Agricultural Research Service

Title: The evolutionary genomics of weedy red rice in the U.S.A.

Authors
item Olsen, Kenneth - WASHINGTON UNIV.
item Caicedo, Ana - UNIV. OF MASS
item Jia, Yulin

Submitted to: Journal of Integrative Plant Biology
Publication Type: Peer Reviewed Journal
Publication Acceptance Date: January 2, 2007
Publication Date: March 15, 2007
Citation: Olsen, K.M., Caicedo, A.L., Jia, Y. 2007. The evolutionary genomics of weedy red rice in the U.S.A. Journal of Integrative Plant Biology. 49:811-816.

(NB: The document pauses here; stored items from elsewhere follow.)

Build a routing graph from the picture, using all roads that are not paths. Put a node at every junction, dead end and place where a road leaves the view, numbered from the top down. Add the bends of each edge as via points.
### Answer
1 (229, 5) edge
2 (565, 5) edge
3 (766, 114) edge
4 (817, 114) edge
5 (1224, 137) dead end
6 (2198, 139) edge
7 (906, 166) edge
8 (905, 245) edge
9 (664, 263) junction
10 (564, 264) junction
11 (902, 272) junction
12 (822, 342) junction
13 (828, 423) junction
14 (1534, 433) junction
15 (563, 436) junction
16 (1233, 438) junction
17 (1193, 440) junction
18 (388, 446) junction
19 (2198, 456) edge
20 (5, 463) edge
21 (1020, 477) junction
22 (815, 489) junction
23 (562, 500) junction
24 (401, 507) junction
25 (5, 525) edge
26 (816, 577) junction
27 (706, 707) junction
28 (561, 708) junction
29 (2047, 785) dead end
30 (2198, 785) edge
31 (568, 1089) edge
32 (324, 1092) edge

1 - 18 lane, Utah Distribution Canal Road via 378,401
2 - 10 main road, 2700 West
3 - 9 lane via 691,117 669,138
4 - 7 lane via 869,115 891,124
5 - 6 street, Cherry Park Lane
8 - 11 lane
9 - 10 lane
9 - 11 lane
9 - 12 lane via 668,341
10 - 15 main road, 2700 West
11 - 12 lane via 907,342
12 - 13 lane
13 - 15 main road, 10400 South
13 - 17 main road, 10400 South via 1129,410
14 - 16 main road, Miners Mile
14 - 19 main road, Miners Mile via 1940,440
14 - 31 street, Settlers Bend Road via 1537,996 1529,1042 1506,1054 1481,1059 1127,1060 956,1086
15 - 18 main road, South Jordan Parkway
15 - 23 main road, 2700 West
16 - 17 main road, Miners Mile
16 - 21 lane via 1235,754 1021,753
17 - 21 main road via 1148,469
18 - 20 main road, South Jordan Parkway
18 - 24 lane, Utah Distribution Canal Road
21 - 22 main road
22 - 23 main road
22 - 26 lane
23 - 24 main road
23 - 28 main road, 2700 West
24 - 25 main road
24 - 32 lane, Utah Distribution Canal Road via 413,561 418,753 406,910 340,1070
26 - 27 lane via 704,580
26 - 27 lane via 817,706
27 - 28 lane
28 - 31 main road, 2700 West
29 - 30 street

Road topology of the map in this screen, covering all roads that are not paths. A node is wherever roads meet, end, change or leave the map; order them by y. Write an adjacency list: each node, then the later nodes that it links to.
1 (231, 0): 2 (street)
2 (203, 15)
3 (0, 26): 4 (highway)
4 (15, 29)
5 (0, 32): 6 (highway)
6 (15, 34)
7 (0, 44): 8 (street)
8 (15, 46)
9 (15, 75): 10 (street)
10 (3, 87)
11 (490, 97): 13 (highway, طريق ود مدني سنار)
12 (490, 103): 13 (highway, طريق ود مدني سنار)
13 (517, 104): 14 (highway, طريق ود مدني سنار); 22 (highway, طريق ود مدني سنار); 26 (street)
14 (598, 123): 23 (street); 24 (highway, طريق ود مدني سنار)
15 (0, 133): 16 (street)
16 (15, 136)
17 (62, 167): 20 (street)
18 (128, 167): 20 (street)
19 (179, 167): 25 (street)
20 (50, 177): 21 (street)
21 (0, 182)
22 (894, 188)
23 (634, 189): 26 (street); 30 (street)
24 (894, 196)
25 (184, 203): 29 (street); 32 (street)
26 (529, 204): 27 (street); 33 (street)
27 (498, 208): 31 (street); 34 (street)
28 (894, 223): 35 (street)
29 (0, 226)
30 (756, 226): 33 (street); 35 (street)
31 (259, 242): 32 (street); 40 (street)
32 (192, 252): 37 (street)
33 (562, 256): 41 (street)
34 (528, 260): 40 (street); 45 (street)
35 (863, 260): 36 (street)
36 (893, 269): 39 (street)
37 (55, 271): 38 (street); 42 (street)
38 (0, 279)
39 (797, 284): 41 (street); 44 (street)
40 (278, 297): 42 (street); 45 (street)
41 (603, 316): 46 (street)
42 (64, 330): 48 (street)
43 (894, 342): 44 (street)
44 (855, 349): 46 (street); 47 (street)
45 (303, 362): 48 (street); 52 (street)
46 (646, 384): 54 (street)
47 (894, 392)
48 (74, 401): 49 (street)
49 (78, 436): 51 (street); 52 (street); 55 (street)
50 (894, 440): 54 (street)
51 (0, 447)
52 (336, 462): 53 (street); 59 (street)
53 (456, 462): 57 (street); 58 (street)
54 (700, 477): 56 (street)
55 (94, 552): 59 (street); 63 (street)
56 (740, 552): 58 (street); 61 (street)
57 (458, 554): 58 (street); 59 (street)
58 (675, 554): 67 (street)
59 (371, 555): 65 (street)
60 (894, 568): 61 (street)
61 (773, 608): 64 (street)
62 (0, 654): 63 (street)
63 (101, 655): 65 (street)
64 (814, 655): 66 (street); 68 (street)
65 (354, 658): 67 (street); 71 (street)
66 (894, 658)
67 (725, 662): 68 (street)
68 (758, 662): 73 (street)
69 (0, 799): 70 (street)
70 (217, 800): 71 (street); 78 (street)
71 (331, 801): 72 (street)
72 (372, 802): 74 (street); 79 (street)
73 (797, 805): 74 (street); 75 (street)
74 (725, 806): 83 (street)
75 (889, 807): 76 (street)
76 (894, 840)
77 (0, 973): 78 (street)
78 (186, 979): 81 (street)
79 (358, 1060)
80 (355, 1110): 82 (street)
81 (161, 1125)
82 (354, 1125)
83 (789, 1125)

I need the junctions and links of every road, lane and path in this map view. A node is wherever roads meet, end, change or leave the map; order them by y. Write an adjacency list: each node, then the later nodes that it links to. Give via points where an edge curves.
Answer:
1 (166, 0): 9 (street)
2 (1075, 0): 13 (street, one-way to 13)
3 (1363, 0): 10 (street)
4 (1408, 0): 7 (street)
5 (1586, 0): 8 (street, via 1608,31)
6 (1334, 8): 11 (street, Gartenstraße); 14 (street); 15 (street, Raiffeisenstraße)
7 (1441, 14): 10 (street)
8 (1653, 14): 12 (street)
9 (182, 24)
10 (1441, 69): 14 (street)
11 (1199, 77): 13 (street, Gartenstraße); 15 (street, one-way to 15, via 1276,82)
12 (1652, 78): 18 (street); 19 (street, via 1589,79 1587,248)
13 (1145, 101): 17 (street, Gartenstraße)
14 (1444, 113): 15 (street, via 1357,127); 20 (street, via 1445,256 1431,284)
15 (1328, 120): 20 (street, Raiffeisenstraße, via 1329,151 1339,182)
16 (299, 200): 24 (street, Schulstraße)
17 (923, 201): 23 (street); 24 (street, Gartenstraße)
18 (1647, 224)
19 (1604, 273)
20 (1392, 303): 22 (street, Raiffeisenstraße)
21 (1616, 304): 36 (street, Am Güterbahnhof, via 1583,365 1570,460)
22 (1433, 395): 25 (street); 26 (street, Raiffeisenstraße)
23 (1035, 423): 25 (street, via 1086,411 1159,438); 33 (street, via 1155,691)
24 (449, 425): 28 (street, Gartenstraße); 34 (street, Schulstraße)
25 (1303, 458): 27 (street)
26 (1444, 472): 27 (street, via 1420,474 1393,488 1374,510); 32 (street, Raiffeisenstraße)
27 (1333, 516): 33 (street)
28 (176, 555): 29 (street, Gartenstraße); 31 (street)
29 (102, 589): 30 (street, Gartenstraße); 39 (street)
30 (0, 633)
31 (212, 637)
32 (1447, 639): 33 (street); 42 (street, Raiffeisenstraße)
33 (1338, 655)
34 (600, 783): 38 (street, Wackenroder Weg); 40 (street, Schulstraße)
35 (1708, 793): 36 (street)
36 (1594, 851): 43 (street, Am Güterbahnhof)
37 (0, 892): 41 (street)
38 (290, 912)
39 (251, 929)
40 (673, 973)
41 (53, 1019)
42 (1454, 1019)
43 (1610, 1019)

Interpretive Summary: Red rice is an interfertile, weedy form of cultivated rice (Oryza sativa) that competes aggressively with the crop in the southern U.S., reducing yields and contaminating harvests. Understanding of origin, evolution, and domestication of red rice would help the development of strategies to control red rice. No wild Oryza species occur in North America, and the weed has been proposed to have evolved through multiple mechanisms, including 'de-domestication' of U.S. crop cultivars, accidental introduction of Asian weeds, and hybridization between U.S. crops and Asian wild/weedy Oryza strains. The phenotype of U.S. red rice ranges from 'crop mimics,' which share some domestication traits with the crop, to strains closely resembling Asian wild Oryza species. Assessments of genetic diversity have indicated that many weed strains are closely related to Asian taxa (including indica and aus rice varieties, which have never been cultivated in the U.S., and the Asian crop progenitor, O. rufipogon), while others show genetic similarity to the tropical japonica varieties cultivated in the southern U.S. Our ongoing research on the genomic diversity of this weed at seven well defined loci will provide a fine-scale assessment of how these population genetic forces have interacted to generate the weed-adaptive phenotypes that have enabled this pest species to compete so aggressively in U.S. agricultural fields. The absence of native Oryza species in North America and the narrow germplasm pool of U.S. rice varieties makes U.S. red rice a particularly tractable system for examining these processes. The findings from this work may will offer a useful starting point for examining weedy rice evolution in the genetically more complex systems found in Asia.

Technical Abstract: Red rice is an interfertile, weedy form of cultivated rice (Oryza sativa) that competes aggressively with the crop in the southern U.S., reducing yields and contaminating harvests. No wild Oryza species occur in North America, and the weed has been proposed to have evolved through multiple mechanisms, including 'de-domestication' of U.S. crop cultivars, accidental introduction of Asian weeds, and hybridization between U.S. crops and Asian wild/weedy Oryza strains. The phenotype of U.S. red rice ranges from 'crop mimics,' which share some domestication traits with the crop, to strains closely resembling Asian wild Oryza species. Assessments of genetic diversity have indicated that many weed strains are closely related to Asian taxa (including indica and aus rice varieties, which have never been cultivated in the U.S., and the Asian crop progenitor, O. rufipogon), while others show genetic similarity to the tropical japonica varieties cultivated in the southern U.S. Here we review what is known about the evolutionary origins and genetic diversity of U.S. red rice, and we describe an ongoing research project to further characterize the evolutionary genomics of this aggressive weed.